PORTLAND, Ore. (AP) — Oregon’s most populous county is suing more than a dozen large fossil fuel companies to recover costs related to extreme weather events linked to climate change.

The lawsuit filed Thursday in Multnomah County Circuit Court alleges the combined carbon pollution the companies emitted was a substantial factor in causing and exacerbating a 2021 heat dome that killed 69 people, The Oregonian/OregonLive reported.
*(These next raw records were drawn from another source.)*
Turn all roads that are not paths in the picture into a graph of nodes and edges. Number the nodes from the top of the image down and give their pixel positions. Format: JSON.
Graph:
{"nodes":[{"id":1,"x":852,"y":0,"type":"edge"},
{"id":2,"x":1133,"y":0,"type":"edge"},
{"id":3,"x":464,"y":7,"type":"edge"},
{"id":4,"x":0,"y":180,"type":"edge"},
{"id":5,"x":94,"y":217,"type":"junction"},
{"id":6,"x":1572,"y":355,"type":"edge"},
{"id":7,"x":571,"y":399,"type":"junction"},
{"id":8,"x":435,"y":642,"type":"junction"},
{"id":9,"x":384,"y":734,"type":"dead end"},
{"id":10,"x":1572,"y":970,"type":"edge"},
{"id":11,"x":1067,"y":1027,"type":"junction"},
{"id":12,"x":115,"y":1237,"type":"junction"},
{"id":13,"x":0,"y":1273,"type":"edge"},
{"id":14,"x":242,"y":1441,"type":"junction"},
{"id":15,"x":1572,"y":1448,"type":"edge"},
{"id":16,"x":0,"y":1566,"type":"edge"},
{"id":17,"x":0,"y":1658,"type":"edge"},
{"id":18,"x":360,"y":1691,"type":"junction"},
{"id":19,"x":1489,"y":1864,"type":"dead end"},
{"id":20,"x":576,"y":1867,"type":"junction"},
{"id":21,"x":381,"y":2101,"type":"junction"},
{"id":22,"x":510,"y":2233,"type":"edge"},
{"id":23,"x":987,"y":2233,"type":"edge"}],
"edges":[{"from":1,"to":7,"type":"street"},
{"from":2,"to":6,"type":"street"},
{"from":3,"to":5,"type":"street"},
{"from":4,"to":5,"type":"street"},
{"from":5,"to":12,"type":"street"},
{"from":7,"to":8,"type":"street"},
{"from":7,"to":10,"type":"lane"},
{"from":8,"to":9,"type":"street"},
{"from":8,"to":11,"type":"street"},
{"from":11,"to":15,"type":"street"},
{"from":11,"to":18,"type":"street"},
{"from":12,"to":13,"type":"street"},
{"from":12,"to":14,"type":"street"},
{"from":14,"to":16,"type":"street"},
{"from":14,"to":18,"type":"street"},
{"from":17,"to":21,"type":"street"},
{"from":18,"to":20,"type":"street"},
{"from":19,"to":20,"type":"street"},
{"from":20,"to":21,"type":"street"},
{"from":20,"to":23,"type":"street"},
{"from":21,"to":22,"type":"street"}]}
Multnomah County is home to Portland and known nationally for mild weather and rain.

The companies named in the lawsuit include Shell, BP, Chevron, ConocoPhillips, Koch Industries and ExxonMobil, among others.

The county seeks over $51 billion in damages, including $50 million for costs it says it incurred because the heat dome.

Multnomah County is also asking for $1.5 billion in damages to pay for costs associated with future extreme heat events and an additional $50 billion to study, plan, and “weatherproof” against extreme heat. Some of the measures would include expanding health care and emergency services, adding insulation and HVAC systems to buildings, tearing out asphalt and planting more trees, Multnomah County chair Jessica Vega Pederson said.

“At the core, this lawsuit is about fairness and accountability for these giant oil companies who have record profits, who have known about the damage that their products do to our environment and who have been using pseudoscience, disinformation and outright lies for decades,” Pederson said.

Most of the companies named in the lawsuit didn’t respond to the newspaper’s request for comment. Chevron Corp. counsel Theodore J. Boutrous, Jr. in a statement contended the lawsuit makes “novel, baseless claims,” is unconstitutional and unfairly targets "one industry and group of companies engaged in lawful activity that provides tremendous benefits to society.”

ExxonMobil told Oregon Public Broadcasting that the lawsuit did “nothing to address climate change.”

Residents and officials in the Pacific Northwest have become more vigilant about heat wave preparations after some 800 people died in Oregon, Washington and British Columbia during the heat dome weather event caused by a strong ridge of high pressure in late June and early July 2021.

The temperature at the time soared to an all-time high of 116 F (46.7 C) in Portland and smashed heat records in cities and towns across the region with some temperatures more than 30 degrees higher than normal. Many of the hundreds of people who died were older and lived alone.

Multnomah County’s lawsuit joins communities around the globe that have filed lawsuits against climate polluters that continue to market products that science shows are driving human-caused climate change.